[Stored data entries]
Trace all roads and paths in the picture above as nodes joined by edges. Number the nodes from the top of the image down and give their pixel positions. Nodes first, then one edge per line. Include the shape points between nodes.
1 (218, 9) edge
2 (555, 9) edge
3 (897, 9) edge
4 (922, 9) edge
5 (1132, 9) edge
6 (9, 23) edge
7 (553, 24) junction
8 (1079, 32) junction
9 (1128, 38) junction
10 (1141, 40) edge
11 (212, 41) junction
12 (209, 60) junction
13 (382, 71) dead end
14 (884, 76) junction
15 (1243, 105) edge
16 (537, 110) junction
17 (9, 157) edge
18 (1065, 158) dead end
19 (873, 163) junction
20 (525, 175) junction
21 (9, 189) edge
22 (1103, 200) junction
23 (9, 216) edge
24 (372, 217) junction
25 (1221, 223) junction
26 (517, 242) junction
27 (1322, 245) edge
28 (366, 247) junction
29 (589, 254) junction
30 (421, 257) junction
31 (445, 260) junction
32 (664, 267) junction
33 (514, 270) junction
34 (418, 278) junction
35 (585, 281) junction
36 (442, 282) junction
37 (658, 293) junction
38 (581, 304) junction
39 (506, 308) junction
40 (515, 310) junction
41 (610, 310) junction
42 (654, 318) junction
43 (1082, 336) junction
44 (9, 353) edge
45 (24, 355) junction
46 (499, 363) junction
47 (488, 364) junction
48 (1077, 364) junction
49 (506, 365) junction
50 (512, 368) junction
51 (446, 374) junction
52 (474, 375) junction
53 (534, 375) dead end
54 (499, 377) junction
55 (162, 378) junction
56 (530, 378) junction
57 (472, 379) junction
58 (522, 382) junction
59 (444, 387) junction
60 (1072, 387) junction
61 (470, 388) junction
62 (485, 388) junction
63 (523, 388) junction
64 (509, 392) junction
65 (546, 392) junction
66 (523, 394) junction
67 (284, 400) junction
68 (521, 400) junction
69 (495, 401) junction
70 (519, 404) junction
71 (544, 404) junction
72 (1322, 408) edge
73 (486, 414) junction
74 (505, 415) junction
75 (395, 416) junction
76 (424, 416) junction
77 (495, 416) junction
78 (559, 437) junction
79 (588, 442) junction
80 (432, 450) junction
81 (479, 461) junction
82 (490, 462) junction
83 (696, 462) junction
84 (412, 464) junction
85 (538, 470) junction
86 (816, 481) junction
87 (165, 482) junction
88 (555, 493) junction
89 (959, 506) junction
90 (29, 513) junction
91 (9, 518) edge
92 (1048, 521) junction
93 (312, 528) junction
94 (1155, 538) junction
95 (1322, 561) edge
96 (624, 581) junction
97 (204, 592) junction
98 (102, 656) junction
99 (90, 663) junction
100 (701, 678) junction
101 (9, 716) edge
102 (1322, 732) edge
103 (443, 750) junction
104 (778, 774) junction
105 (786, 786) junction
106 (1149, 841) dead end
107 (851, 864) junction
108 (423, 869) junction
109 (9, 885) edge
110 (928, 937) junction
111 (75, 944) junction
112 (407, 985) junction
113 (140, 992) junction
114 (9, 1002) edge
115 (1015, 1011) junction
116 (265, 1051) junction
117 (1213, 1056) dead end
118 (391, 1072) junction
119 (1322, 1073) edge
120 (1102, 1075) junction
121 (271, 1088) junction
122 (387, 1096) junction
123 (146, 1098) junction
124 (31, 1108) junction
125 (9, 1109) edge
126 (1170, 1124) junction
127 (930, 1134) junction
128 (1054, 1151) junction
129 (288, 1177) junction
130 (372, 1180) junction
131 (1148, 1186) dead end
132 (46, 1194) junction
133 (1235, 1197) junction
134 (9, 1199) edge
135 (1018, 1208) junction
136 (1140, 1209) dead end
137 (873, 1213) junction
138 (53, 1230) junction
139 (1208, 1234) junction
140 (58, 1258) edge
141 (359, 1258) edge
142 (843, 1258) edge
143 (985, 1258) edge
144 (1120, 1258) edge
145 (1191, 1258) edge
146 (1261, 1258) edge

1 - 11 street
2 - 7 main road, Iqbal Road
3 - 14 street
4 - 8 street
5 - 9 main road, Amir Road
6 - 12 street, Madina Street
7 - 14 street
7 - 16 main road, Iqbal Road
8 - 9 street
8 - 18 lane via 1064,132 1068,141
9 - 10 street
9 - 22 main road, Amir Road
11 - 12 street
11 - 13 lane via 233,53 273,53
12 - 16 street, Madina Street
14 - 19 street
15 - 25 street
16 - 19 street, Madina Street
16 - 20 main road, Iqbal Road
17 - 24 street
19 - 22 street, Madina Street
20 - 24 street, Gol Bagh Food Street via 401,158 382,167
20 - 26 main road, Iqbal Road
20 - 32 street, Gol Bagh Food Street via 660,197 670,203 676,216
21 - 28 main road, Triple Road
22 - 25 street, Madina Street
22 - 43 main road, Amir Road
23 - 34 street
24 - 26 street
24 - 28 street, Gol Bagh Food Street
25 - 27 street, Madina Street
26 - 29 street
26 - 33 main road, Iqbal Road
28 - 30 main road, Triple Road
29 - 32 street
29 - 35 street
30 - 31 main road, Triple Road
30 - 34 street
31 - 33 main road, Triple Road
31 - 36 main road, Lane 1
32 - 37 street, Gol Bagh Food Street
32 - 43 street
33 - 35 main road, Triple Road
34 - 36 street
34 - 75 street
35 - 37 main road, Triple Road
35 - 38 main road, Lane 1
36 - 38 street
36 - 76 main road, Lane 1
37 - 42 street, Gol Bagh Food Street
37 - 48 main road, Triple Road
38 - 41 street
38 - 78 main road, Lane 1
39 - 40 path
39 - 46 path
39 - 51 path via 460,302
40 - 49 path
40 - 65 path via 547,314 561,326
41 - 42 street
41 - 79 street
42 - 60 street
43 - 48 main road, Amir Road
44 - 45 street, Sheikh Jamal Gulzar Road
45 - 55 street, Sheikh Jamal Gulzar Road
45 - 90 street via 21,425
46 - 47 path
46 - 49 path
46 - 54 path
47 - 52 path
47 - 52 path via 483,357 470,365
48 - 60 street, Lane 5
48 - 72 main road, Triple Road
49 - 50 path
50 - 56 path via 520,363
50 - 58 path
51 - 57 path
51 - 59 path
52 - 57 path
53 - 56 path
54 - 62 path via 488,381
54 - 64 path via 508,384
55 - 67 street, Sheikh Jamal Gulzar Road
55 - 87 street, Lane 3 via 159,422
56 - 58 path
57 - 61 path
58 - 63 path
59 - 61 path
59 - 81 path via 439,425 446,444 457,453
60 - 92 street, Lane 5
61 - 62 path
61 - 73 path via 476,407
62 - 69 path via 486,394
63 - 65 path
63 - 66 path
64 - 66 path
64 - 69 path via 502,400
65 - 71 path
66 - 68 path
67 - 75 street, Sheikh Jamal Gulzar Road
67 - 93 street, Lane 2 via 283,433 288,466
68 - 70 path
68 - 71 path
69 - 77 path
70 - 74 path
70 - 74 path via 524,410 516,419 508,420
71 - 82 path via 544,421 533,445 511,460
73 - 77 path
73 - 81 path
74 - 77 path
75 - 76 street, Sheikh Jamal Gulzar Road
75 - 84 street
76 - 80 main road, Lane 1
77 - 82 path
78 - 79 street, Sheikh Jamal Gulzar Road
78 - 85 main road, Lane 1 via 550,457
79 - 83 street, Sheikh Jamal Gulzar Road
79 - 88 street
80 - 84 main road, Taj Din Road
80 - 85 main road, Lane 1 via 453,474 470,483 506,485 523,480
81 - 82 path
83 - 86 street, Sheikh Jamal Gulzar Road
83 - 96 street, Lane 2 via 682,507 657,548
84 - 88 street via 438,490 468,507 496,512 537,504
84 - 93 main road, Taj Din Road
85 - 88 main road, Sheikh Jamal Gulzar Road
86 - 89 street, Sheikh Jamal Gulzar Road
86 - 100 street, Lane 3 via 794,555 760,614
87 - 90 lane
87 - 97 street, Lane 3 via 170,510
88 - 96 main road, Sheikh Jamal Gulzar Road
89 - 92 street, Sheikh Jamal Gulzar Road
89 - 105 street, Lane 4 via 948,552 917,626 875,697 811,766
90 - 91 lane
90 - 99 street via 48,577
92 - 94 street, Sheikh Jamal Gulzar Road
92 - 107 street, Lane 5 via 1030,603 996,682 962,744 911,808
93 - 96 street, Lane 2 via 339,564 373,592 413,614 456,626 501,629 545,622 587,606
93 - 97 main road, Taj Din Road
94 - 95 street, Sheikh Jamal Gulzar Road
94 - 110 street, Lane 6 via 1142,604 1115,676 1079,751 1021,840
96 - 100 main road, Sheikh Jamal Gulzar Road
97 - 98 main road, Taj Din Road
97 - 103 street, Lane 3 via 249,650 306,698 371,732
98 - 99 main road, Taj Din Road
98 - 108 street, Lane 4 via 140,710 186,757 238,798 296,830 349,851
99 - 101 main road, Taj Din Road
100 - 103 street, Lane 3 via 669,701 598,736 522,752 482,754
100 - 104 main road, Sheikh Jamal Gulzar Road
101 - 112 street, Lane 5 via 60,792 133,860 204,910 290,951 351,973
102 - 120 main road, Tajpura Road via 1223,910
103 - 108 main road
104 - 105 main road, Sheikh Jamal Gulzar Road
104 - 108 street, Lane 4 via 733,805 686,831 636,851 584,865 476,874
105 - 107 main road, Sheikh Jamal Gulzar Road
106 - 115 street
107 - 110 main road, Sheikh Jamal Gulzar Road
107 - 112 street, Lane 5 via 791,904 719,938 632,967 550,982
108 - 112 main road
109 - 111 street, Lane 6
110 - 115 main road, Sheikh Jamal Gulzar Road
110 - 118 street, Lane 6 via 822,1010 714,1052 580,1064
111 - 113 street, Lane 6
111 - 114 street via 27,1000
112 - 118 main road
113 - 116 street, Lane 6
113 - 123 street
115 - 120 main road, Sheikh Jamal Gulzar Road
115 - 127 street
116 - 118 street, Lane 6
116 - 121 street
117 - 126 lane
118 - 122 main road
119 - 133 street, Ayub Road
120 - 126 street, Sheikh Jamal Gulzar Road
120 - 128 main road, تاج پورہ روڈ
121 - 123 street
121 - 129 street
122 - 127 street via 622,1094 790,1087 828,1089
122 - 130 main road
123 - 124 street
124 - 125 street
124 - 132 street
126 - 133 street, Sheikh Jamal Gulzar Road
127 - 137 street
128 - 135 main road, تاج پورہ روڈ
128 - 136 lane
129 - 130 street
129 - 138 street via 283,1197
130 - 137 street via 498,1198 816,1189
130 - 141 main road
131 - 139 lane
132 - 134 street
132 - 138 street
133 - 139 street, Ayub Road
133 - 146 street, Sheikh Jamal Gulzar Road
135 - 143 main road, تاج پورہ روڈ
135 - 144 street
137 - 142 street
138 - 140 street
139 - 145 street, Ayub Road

▶ **BRIEF**
Look through the entries above; copy each line where the string "Ayub" appears.

▶ **ANSWER**
119 - 133 street, Ayub Road
133 - 139 street, Ayub Road
139 - 145 street, Ayub Road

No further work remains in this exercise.